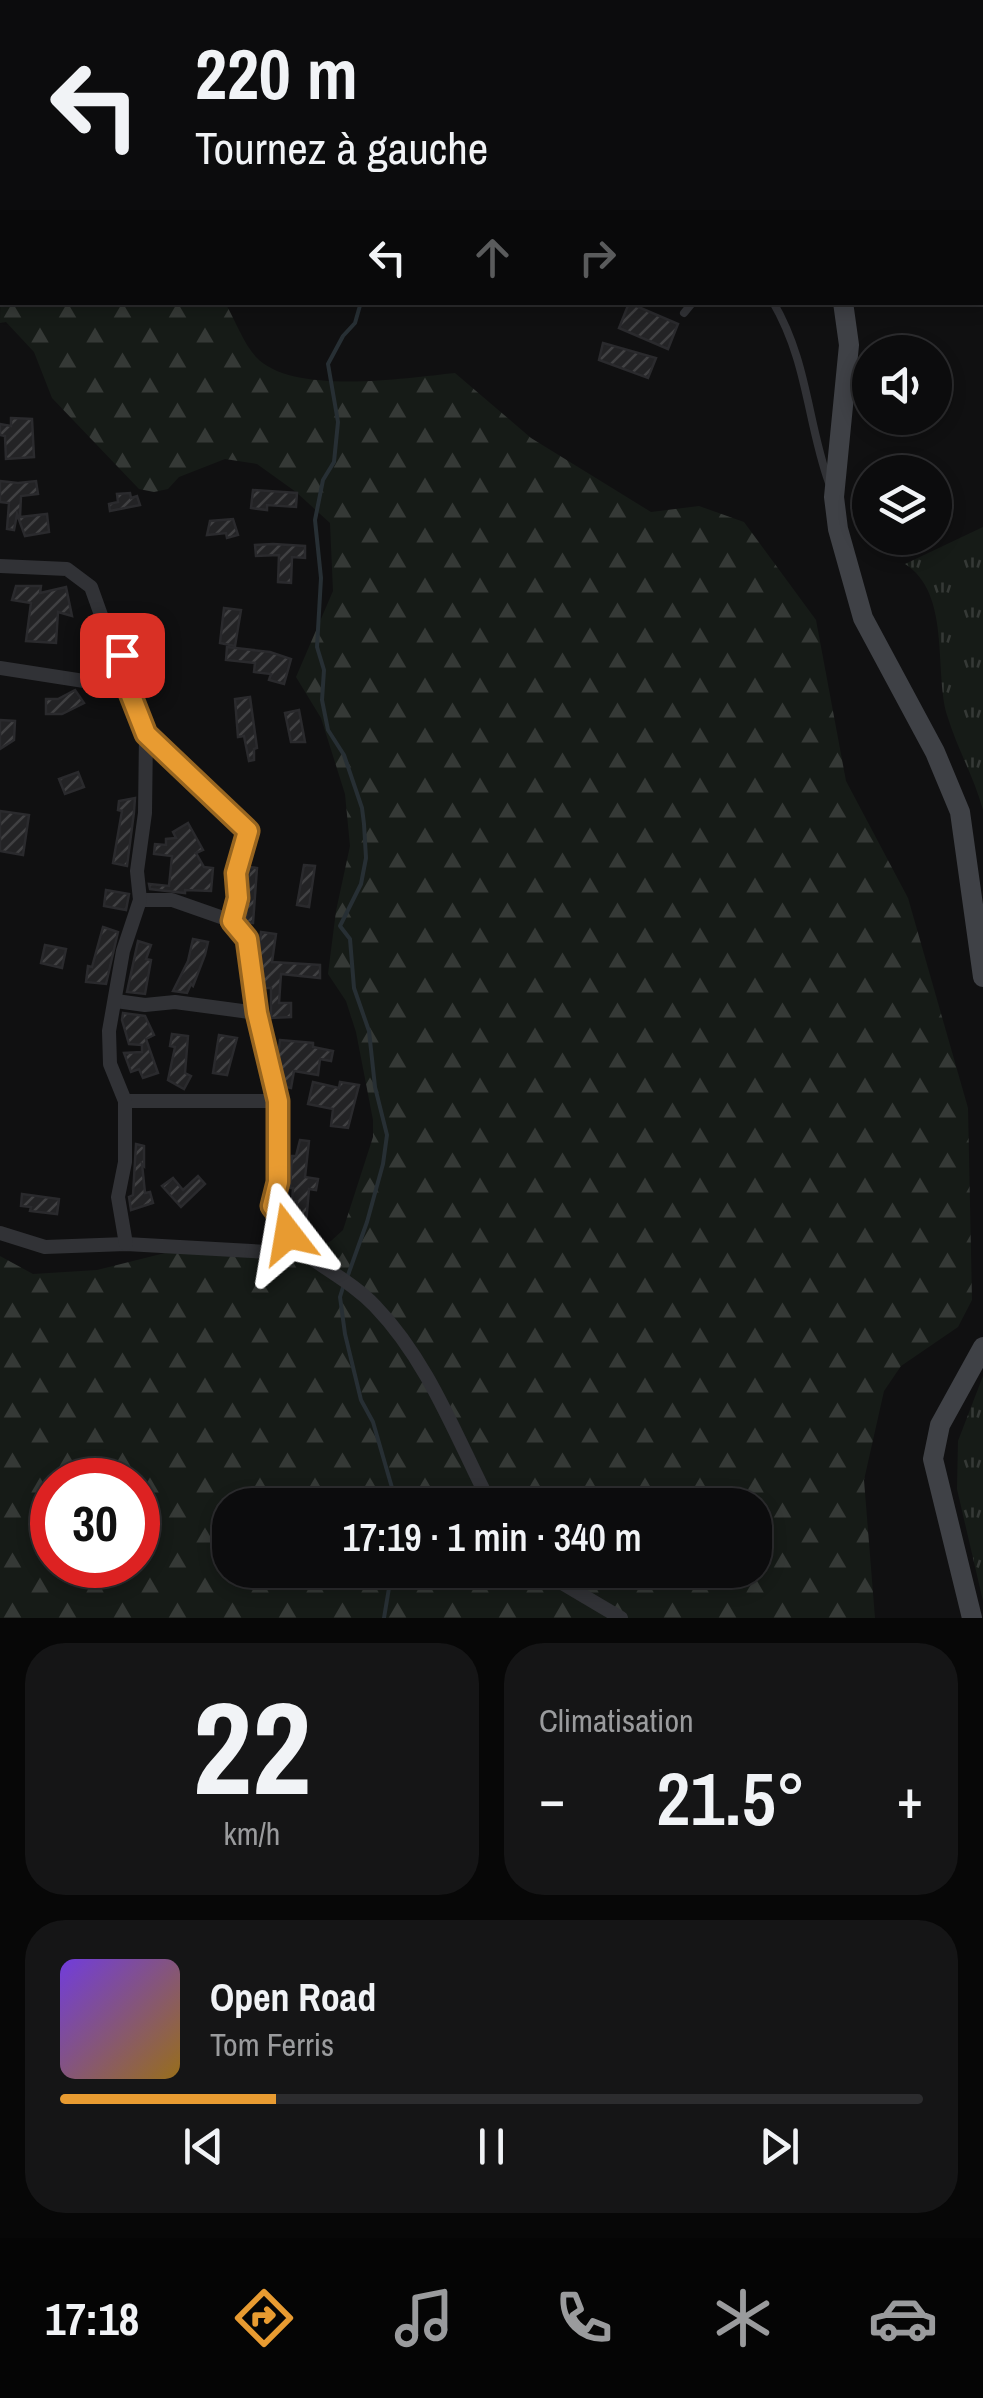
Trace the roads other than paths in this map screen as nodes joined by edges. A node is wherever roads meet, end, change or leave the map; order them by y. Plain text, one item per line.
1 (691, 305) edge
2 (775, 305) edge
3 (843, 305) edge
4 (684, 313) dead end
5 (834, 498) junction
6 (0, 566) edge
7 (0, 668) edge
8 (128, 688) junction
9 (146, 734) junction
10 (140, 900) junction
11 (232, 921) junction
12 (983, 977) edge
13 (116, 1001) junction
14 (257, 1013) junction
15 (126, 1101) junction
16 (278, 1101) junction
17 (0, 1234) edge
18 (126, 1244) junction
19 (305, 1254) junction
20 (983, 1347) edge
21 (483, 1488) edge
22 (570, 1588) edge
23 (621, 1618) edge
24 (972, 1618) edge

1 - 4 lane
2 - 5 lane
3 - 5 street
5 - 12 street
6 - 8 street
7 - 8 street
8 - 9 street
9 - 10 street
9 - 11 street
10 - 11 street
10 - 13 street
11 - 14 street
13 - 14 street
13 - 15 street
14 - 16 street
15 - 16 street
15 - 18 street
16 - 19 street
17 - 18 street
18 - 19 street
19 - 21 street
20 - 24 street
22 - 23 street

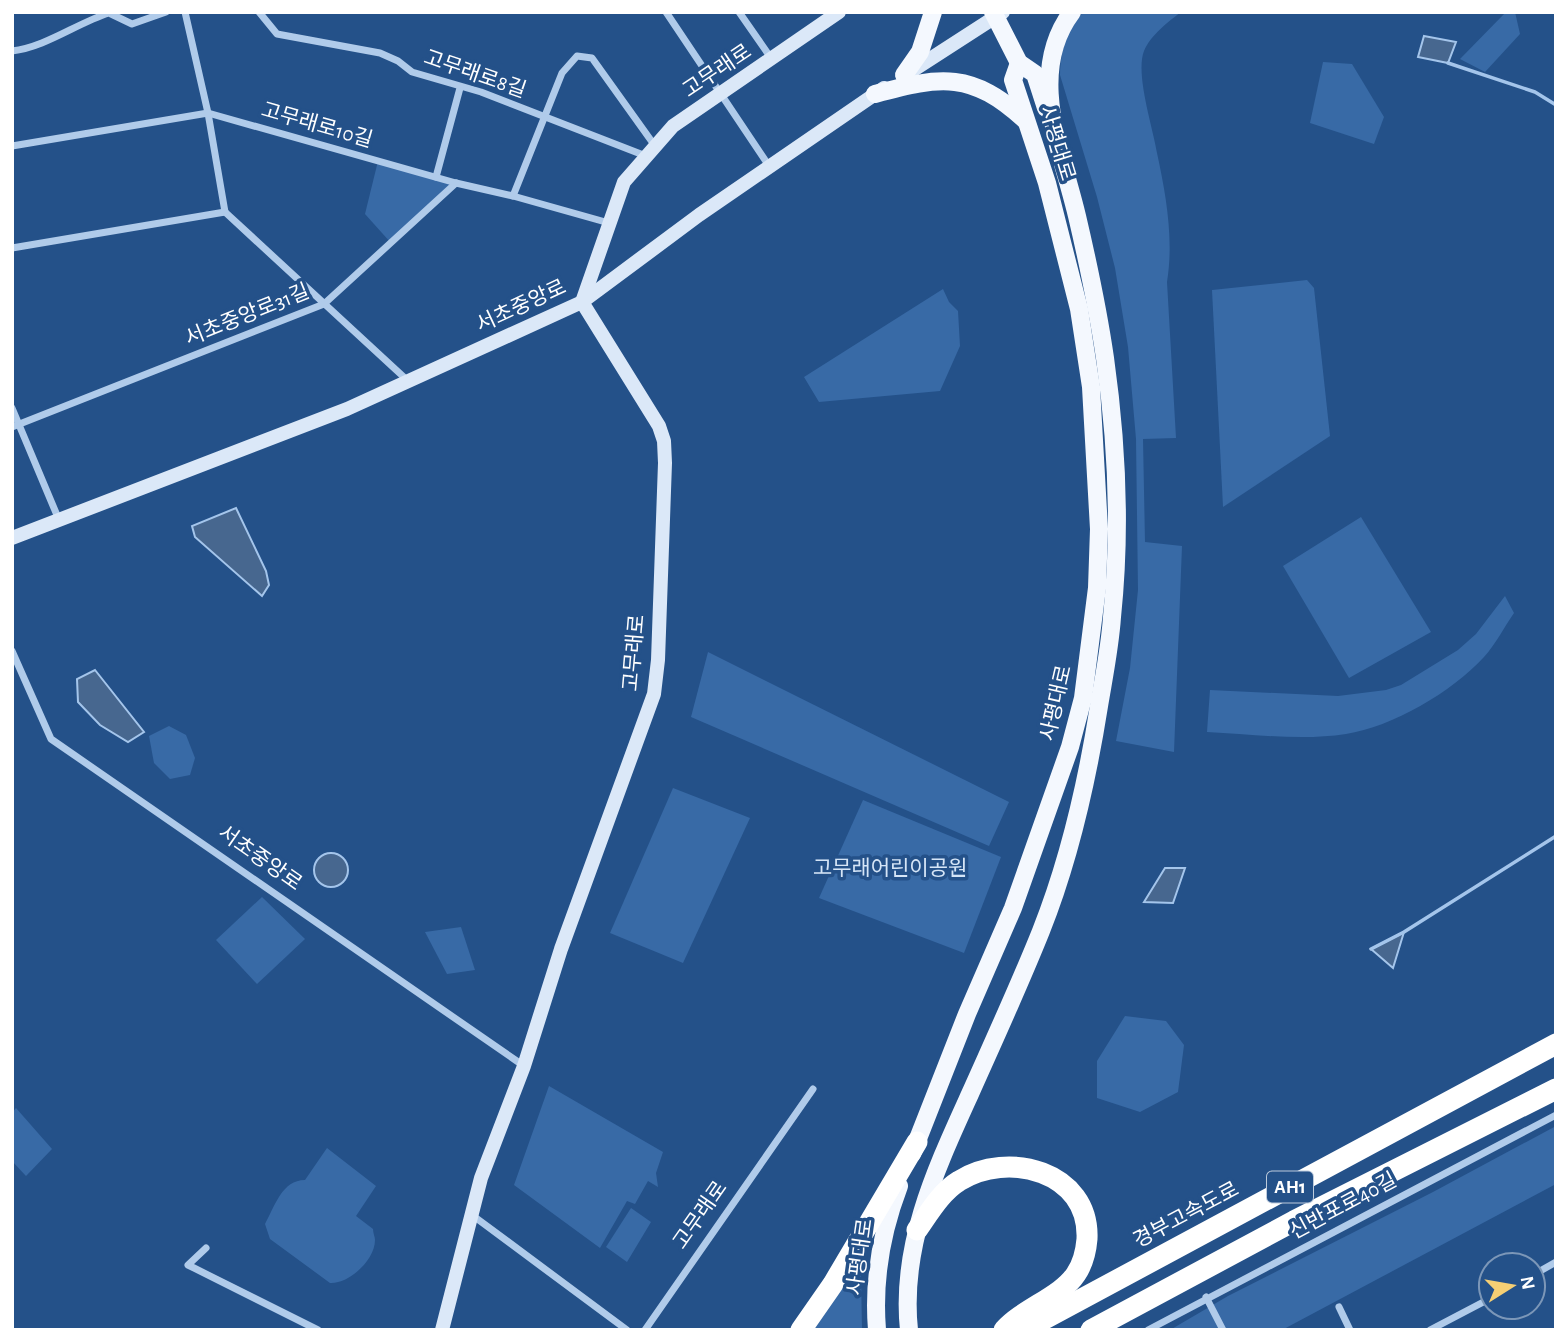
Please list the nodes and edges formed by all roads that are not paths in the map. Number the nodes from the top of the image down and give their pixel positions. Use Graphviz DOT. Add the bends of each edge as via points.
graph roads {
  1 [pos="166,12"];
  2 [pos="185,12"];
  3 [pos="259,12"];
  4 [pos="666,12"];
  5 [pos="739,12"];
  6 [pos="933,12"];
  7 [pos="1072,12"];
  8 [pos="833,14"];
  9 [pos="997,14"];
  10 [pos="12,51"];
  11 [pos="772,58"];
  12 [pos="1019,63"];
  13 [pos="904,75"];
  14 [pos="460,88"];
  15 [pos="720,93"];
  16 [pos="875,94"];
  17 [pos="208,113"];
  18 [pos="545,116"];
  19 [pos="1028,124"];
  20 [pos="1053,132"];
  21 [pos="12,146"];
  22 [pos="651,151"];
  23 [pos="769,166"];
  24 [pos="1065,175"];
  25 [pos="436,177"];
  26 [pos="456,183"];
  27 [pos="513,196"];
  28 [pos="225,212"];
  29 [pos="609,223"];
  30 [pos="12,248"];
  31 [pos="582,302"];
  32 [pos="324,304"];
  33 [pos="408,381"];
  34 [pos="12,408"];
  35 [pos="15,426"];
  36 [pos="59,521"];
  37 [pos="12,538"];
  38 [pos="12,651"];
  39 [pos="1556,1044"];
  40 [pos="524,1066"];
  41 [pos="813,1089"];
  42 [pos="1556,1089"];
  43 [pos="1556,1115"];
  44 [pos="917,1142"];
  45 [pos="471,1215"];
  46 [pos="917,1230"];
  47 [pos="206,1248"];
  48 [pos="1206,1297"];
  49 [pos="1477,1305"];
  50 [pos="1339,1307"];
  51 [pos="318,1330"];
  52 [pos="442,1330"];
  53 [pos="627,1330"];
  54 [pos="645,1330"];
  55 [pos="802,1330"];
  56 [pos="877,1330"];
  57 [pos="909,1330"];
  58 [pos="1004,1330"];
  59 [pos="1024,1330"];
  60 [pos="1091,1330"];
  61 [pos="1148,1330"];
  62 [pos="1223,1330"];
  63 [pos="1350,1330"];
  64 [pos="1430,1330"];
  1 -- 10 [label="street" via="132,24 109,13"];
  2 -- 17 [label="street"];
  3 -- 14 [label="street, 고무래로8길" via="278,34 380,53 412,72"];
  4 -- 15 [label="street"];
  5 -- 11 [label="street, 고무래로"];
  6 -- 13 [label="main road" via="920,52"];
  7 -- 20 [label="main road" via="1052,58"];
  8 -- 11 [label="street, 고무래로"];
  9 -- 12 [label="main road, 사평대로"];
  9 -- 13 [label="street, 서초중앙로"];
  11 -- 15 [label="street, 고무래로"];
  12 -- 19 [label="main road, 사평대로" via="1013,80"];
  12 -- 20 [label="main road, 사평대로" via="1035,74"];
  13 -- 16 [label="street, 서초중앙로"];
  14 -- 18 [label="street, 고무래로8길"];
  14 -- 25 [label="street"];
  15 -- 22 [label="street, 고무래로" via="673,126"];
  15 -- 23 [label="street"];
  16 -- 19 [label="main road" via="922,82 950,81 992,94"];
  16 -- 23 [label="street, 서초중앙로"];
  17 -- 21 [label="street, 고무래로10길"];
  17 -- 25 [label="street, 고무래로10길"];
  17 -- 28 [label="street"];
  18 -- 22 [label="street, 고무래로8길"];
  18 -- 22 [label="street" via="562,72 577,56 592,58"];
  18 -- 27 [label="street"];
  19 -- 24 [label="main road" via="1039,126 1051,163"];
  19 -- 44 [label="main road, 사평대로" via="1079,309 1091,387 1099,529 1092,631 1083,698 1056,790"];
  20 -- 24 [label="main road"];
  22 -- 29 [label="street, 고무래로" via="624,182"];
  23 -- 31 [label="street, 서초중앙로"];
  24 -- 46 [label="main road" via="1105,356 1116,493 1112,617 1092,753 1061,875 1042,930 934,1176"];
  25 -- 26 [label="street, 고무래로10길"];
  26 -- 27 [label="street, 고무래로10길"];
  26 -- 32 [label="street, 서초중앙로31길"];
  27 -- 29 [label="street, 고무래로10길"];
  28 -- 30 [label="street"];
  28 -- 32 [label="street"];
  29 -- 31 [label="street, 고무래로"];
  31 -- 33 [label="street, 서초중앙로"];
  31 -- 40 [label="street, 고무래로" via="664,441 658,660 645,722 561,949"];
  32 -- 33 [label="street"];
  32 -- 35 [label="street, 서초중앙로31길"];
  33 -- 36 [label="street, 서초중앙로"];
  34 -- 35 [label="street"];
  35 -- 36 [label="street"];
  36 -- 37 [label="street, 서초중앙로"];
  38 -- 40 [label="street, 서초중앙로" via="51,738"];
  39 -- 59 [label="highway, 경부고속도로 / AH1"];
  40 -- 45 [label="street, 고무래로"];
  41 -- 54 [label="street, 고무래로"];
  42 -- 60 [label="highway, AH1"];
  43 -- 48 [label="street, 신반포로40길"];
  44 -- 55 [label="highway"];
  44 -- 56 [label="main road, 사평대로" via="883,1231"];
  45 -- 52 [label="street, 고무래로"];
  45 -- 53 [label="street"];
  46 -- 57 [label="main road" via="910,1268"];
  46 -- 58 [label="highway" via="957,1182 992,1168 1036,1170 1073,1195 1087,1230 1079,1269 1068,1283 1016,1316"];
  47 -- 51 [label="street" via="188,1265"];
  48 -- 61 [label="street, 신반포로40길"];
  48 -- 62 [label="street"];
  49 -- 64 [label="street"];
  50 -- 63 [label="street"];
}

──────────

__Required work__.
Would you please set down the listing above exactly, minus its images?

__Solution to the exercise__.
Trace the roads other than paths in this map screen as nodes joined by edges. A node is wherever roads meet, end, change or leave the map; order them by y. Plain text, one item per line.
1 (691, 305) edge
2 (775, 305) edge
3 (843, 305) edge
4 (684, 313) dead end
5 (834, 498) junction
6 (0, 566) edge
7 (0, 668) edge
8 (128, 688) junction
9 (146, 734) junction
10 (140, 900) junction
11 (232, 921) junction
12 (983, 977) edge
13 (116, 1001) junction
14 (257, 1013) junction
15 (126, 1101) junction
16 (278, 1101) junction
17 (0, 1234) edge
18 (126, 1244) junction
19 (305, 1254) junction
20 (983, 1347) edge
21 (483, 1488) edge
22 (570, 1588) edge
23 (621, 1618) edge
24 (972, 1618) edge

1 - 4 lane
2 - 5 lane
3 - 5 street
5 - 12 street
6 - 8 street
7 - 8 street
8 - 9 street
9 - 10 street
9 - 11 street
10 - 11 street
10 - 13 street
11 - 14 street
13 - 14 street
13 - 15 street
14 - 16 street
15 - 16 street
15 - 18 street
16 - 19 street
17 - 18 street
18 - 19 street
19 - 21 street
20 - 24 street
22 - 23 street

Please list the nodes and edges formed by all roads that are not paths in the map. Number the nodes from the top of the image down and give their pixel positions. Use Graphviz DOT. Add the bends of each edge as via points.
graph roads {
  1 [pos="166,12"];
  2 [pos="185,12"];
  3 [pos="259,12"];
  4 [pos="666,12"];
  5 [pos="739,12"];
  6 [pos="933,12"];
  7 [pos="1072,12"];
  8 [pos="833,14"];
  9 [pos="997,14"];
  10 [pos="12,51"];
  11 [pos="772,58"];
  12 [pos="1019,63"];
  13 [pos="904,75"];
  14 [pos="460,88"];
  15 [pos="720,93"];
  16 [pos="875,94"];
  17 [pos="208,113"];
  18 [pos="545,116"];
  19 [pos="1028,124"];
  20 [pos="1053,132"];
  21 [pos="12,146"];
  22 [pos="651,151"];
  23 [pos="769,166"];
  24 [pos="1065,175"];
  25 [pos="436,177"];
  26 [pos="456,183"];
  27 [pos="513,196"];
  28 [pos="225,212"];
  29 [pos="609,223"];
  30 [pos="12,248"];
  31 [pos="582,302"];
  32 [pos="324,304"];
  33 [pos="408,381"];
  34 [pos="12,408"];
  35 [pos="15,426"];
  36 [pos="59,521"];
  37 [pos="12,538"];
  38 [pos="12,651"];
  39 [pos="1556,1044"];
  40 [pos="524,1066"];
  41 [pos="813,1089"];
  42 [pos="1556,1089"];
  43 [pos="1556,1115"];
  44 [pos="917,1142"];
  45 [pos="471,1215"];
  46 [pos="917,1230"];
  47 [pos="206,1248"];
  48 [pos="1206,1297"];
  49 [pos="1477,1305"];
  50 [pos="1339,1307"];
  51 [pos="318,1330"];
  52 [pos="442,1330"];
  53 [pos="627,1330"];
  54 [pos="645,1330"];
  55 [pos="802,1330"];
  56 [pos="877,1330"];
  57 [pos="909,1330"];
  58 [pos="1004,1330"];
  59 [pos="1024,1330"];
  60 [pos="1091,1330"];
  61 [pos="1148,1330"];
  62 [pos="1223,1330"];
  63 [pos="1350,1330"];
  64 [pos="1430,1330"];
  1 -- 10 [label="street" via="132,24 109,13"];
  2 -- 17 [label="street"];
  3 -- 14 [label="street, 고무래로8길" via="278,34 380,53 412,72"];
  4 -- 15 [label="street"];
  5 -- 11 [label="street, 고무래로"];
  6 -- 13 [label="main road" via="920,52"];
  7 -- 20 [label="main road" via="1052,58"];
  8 -- 11 [label="street, 고무래로"];
  9 -- 12 [label="main road, 사평대로"];
  9 -- 13 [label="street, 서초중앙로"];
  11 -- 15 [label="street, 고무래로"];
  12 -- 19 [label="main road, 사평대로" via="1013,80"];
  12 -- 20 [label="main road, 사평대로" via="1035,74"];
  13 -- 16 [label="street, 서초중앙로"];
  14 -- 18 [label="street, 고무래로8길"];
  14 -- 25 [label="street"];
  15 -- 22 [label="street, 고무래로" via="673,126"];
  15 -- 23 [label="street"];
  16 -- 19 [label="main road" via="922,82 950,81 992,94"];
  16 -- 23 [label="street, 서초중앙로"];
  17 -- 21 [label="street, 고무래로10길"];
  17 -- 25 [label="street, 고무래로10길"];
  17 -- 28 [label="street"];
  18 -- 22 [label="street, 고무래로8길"];
  18 -- 22 [label="street" via="562,72 577,56 592,58"];
  18 -- 27 [label="street"];
  19 -- 24 [label="main road" via="1039,126 1051,163"];
  19 -- 44 [label="main road, 사평대로" via="1079,309 1091,387 1099,529 1092,631 1083,698 1056,790"];
  20 -- 24 [label="main road"];
  22 -- 29 [label="street, 고무래로" via="624,182"];
  23 -- 31 [label="street, 서초중앙로"];
  24 -- 46 [label="main road" via="1105,356 1116,493 1112,617 1092,753 1061,875 1042,930 934,1176"];
  25 -- 26 [label="street, 고무래로10길"];
  26 -- 27 [label="street, 고무래로10길"];
  26 -- 32 [label="street, 서초중앙로31길"];
  27 -- 29 [label="street, 고무래로10길"];
  28 -- 30 [label="street"];
  28 -- 32 [label="street"];
  29 -- 31 [label="street, 고무래로"];
  31 -- 33 [label="street, 서초중앙로"];
  31 -- 40 [label="street, 고무래로" via="664,441 658,660 645,722 561,949"];
  32 -- 33 [label="street"];
  32 -- 35 [label="street, 서초중앙로31길"];
  33 -- 36 [label="street, 서초중앙로"];
  34 -- 35 [label="street"];
  35 -- 36 [label="street"];
  36 -- 37 [label="street, 서초중앙로"];
  38 -- 40 [label="street, 서초중앙로" via="51,738"];
  39 -- 59 [label="highway, 경부고속도로 / AH1"];
  40 -- 45 [label="street, 고무래로"];
  41 -- 54 [label="street, 고무래로"];
  42 -- 60 [label="highway, AH1"];
  43 -- 48 [label="street, 신반포로40길"];
  44 -- 55 [label="highway"];
  44 -- 56 [label="main road, 사평대로" via="883,1231"];
  45 -- 52 [label="street, 고무래로"];
  45 -- 53 [label="street"];
  46 -- 57 [label="main road" via="910,1268"];
  46 -- 58 [label="highway" via="957,1182 992,1168 1036,1170 1073,1195 1087,1230 1079,1269 1068,1283 1016,1316"];
  47 -- 51 [label="street" via="188,1265"];
  48 -- 61 [label="street, 신반포로40길"];
  48 -- 62 [label="street"];
  49 -- 64 [label="street"];
  50 -- 63 [label="street"];
}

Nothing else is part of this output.